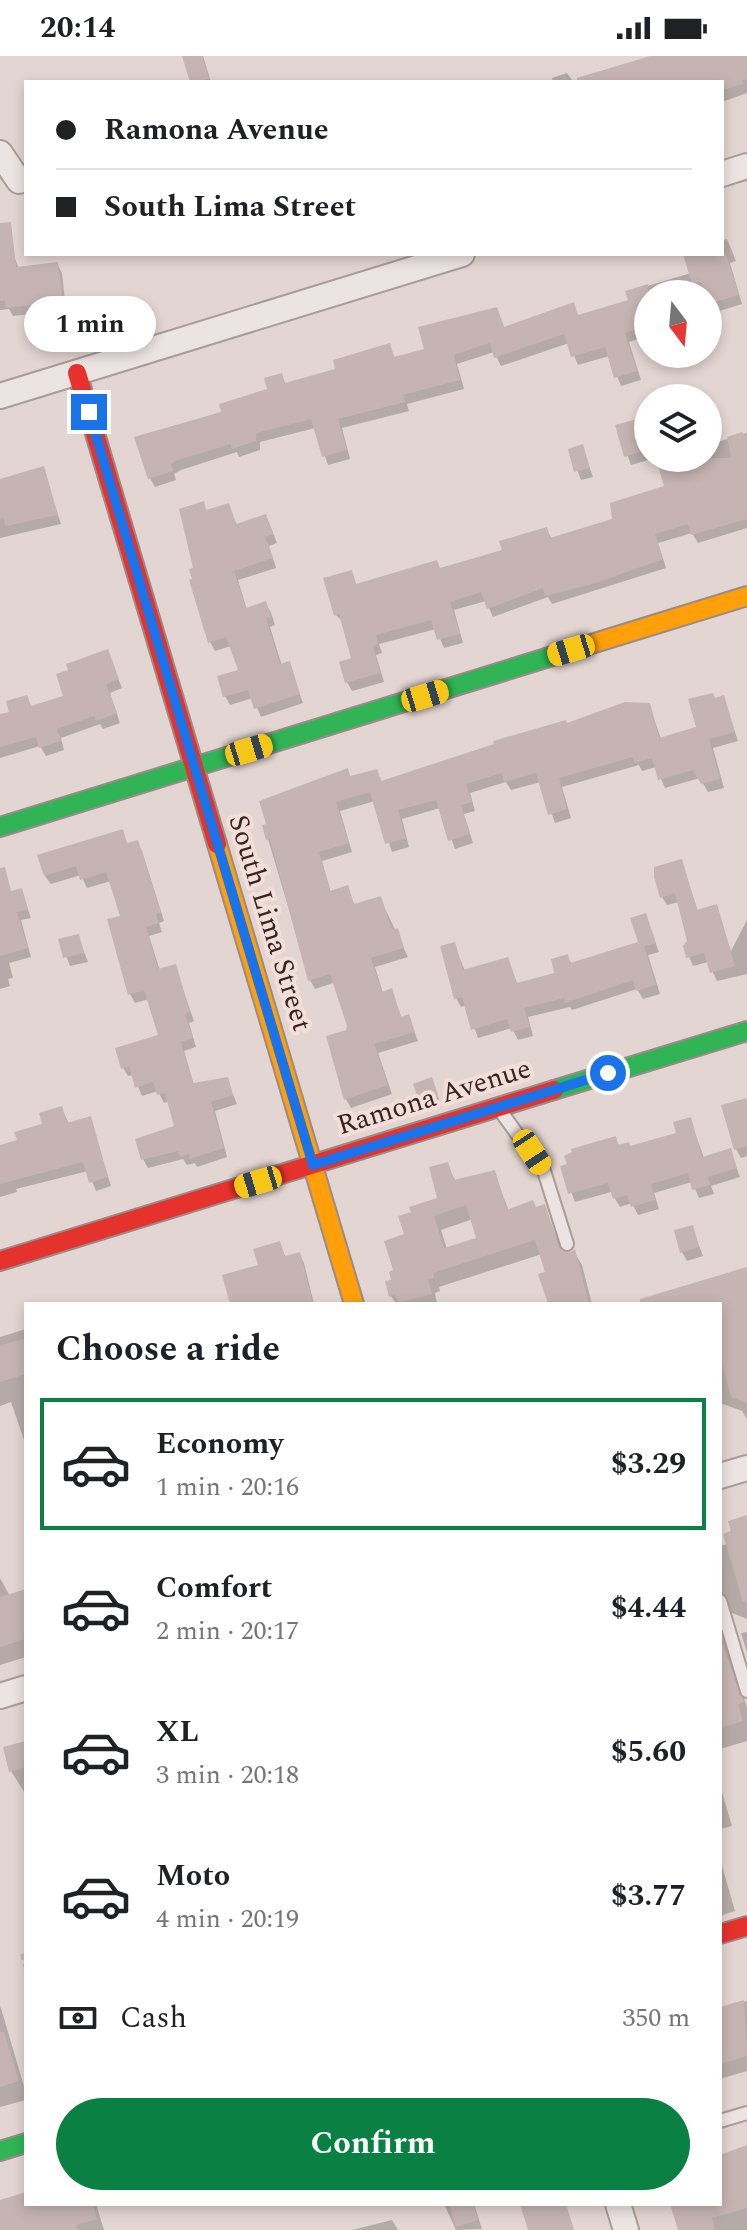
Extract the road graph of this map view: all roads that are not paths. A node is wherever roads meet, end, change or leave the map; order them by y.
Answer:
1 (0, 153) edge
2 (747, 166) edge
3 (724, 173) edge
4 (19, 181) dead end
5 (456, 256) edge
6 (77, 373) junction
7 (0, 396) edge
8 (747, 596) edge
9 (194, 767) junction
10 (0, 827) edge
11 (747, 1031) edge
12 (497, 1106) junction
13 (313, 1165) junction
14 (567, 1244) dead end
15 (0, 1261) edge
16 (353, 1302) edge
17 (747, 1468) edge
18 (722, 1475) edge
19 (722, 1608) edge
20 (24, 1689) edge
21 (747, 1691) edge
22 (0, 1696) edge
23 (747, 1926) edge
24 (722, 1933) edge
25 (747, 2113) edge
26 (722, 2120) edge
27 (24, 2144) edge
28 (0, 2151) edge
29 (619, 2206) edge
30 (626, 2230) edge

1 - 4 street
2 - 3 street
5 - 6 street
6 - 7 street
6 - 9 street, South Lima Street
8 - 9 street
9 - 10 street
9 - 13 street, South Lima Street
11 - 12 street, Ramona Avenue
12 - 13 street, Ramona Avenue
12 - 14 lane
13 - 15 street, Ramona Avenue
13 - 16 street, South Lima Street
17 - 18 street
19 - 21 lane
20 - 22 street
23 - 24 street
25 - 26 lane
27 - 28 street
29 - 30 street

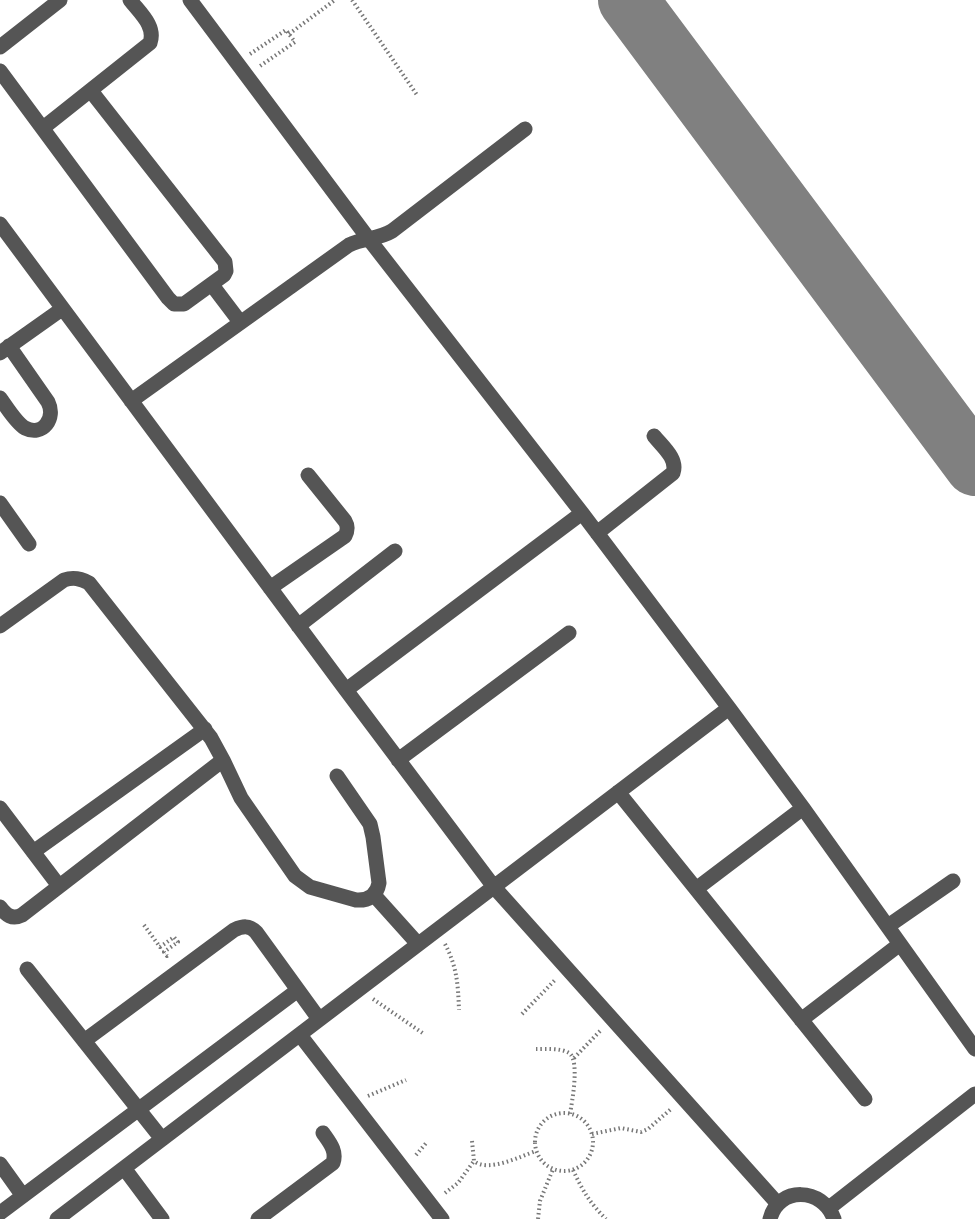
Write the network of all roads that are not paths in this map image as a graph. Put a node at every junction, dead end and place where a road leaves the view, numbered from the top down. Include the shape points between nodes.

__Assignment__:
Repeat each line of the material exactly, and drop any image it carries.

__Result__:
Extract the road graph of this map view: all roads that are not paths. A node is wherever roads meet, end, change or leave the map; order them by y.
Answer:
1 (0, 153) edge
2 (747, 166) edge
3 (724, 173) edge
4 (19, 181) dead end
5 (456, 256) edge
6 (77, 373) junction
7 (0, 396) edge
8 (747, 596) edge
9 (194, 767) junction
10 (0, 827) edge
11 (747, 1031) edge
12 (497, 1106) junction
13 (313, 1165) junction
14 (567, 1244) dead end
15 (0, 1261) edge
16 (353, 1302) edge
17 (747, 1468) edge
18 (722, 1475) edge
19 (722, 1608) edge
20 (24, 1689) edge
21 (747, 1691) edge
22 (0, 1696) edge
23 (747, 1926) edge
24 (722, 1933) edge
25 (747, 2113) edge
26 (722, 2120) edge
27 (24, 2144) edge
28 (0, 2151) edge
29 (619, 2206) edge
30 (626, 2230) edge

1 - 4 street
2 - 3 street
5 - 6 street
6 - 7 street
6 - 9 street, South Lima Street
8 - 9 street
9 - 10 street
9 - 13 street, South Lima Street
11 - 12 street, Ramona Avenue
12 - 13 street, Ramona Avenue
12 - 14 lane
13 - 15 street, Ramona Avenue
13 - 16 street, South Lima Street
17 - 18 street
19 - 21 lane
20 - 22 street
23 - 24 street
25 - 26 lane
27 - 28 street
29 - 30 street

Write the network of all roads that are not paths in this map image as a graph. Put a node at every junction, dead end and place where a road leaves the view, numbered from the top down. Include the shape points between nodes.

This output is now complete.